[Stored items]
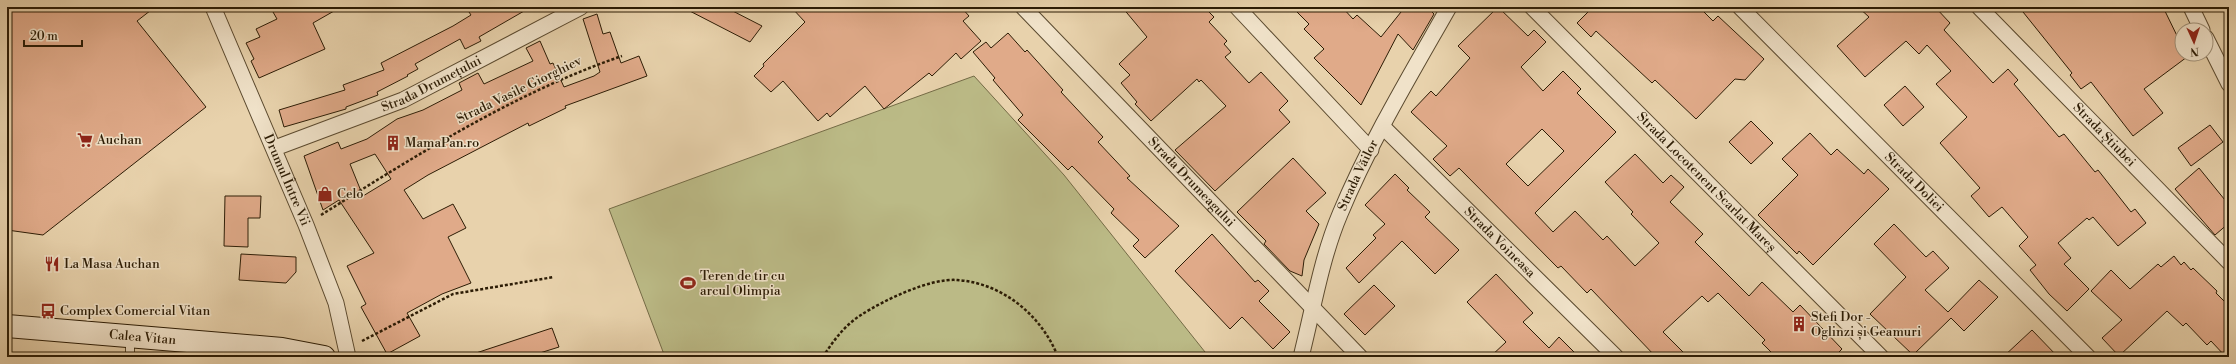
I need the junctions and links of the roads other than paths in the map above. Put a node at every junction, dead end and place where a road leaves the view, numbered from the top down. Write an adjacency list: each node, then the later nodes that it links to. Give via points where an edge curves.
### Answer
1 (213, 7): 14 (street, Drumul Între Vii)
2 (581, 7): 14 (street, Strada Drumețului, via 403,100)
3 (1023, 7): 17 (street, Strada Drumeagului)
4 (1237, 7): 15 (street)
5 (1532, 7): 25 (street, Strada Locotenent Scarlat Mareș)
6 (1740, 7): 26 (street, Strada Doliei)
7 (1979, 7): 16 (street, Strada Știubei)
8 (2191, 7): 10 (street)
9 (1446, 8): 13 (street, Strada Văilor)
10 (2198, 22)
11 (2214, 54): 12 (street)
12 (2229, 84)
13 (1383, 127): 15 (street, Strada Văilor); 24 (street, Strada Voineasa)
14 (275, 148): 20 (street, Drumul Între Vii, via 336,303)
15 (1371, 150): 17 (street, Strada Văilor, via 1338,220)
16 (2229, 262)
17 (1313, 309): 22 (street, Strada Văilor); 23 (street, Strada Drumeagului)
18 (7, 326): 19 (main road, Calea Vitan)
19 (130, 346): 21 (main road, Calea Vitan, via 282,349)
20 (347, 353)
21 (324, 357)
22 (1301, 357)
23 (1360, 357)
24 (1616, 357)
25 (1881, 357)
26 (2088, 357)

Exercise instructions
Leaving pictures aside, write out each record above exactly as given.

Response
I need the junctions and links of the roads other than paths in the map above. Put a node at every junction, dead end and place where a road leaves the view, numbered from the top down. Write an adjacency list: each node, then the later nodes that it links to. Give via points where an edge curves.
### Answer
1 (213, 7): 14 (street, Drumul Între Vii)
2 (581, 7): 14 (street, Strada Drumețului, via 403,100)
3 (1023, 7): 17 (street, Strada Drumeagului)
4 (1237, 7): 15 (street)
5 (1532, 7): 25 (street, Strada Locotenent Scarlat Mareș)
6 (1740, 7): 26 (street, Strada Doliei)
7 (1979, 7): 16 (street, Strada Știubei)
8 (2191, 7): 10 (street)
9 (1446, 8): 13 (street, Strada Văilor)
10 (2198, 22)
11 (2214, 54): 12 (street)
12 (2229, 84)
13 (1383, 127): 15 (street, Strada Văilor); 24 (street, Strada Voineasa)
14 (275, 148): 20 (street, Drumul Între Vii, via 336,303)
15 (1371, 150): 17 (street, Strada Văilor, via 1338,220)
16 (2229, 262)
17 (1313, 309): 22 (street, Strada Văilor); 23 (street, Strada Drumeagului)
18 (7, 326): 19 (main road, Calea Vitan)
19 (130, 346): 21 (main road, Calea Vitan, via 282,349)
20 (347, 353)
21 (324, 357)
22 (1301, 357)
23 (1360, 357)
24 (1616, 357)
25 (1881, 357)
26 (2088, 357)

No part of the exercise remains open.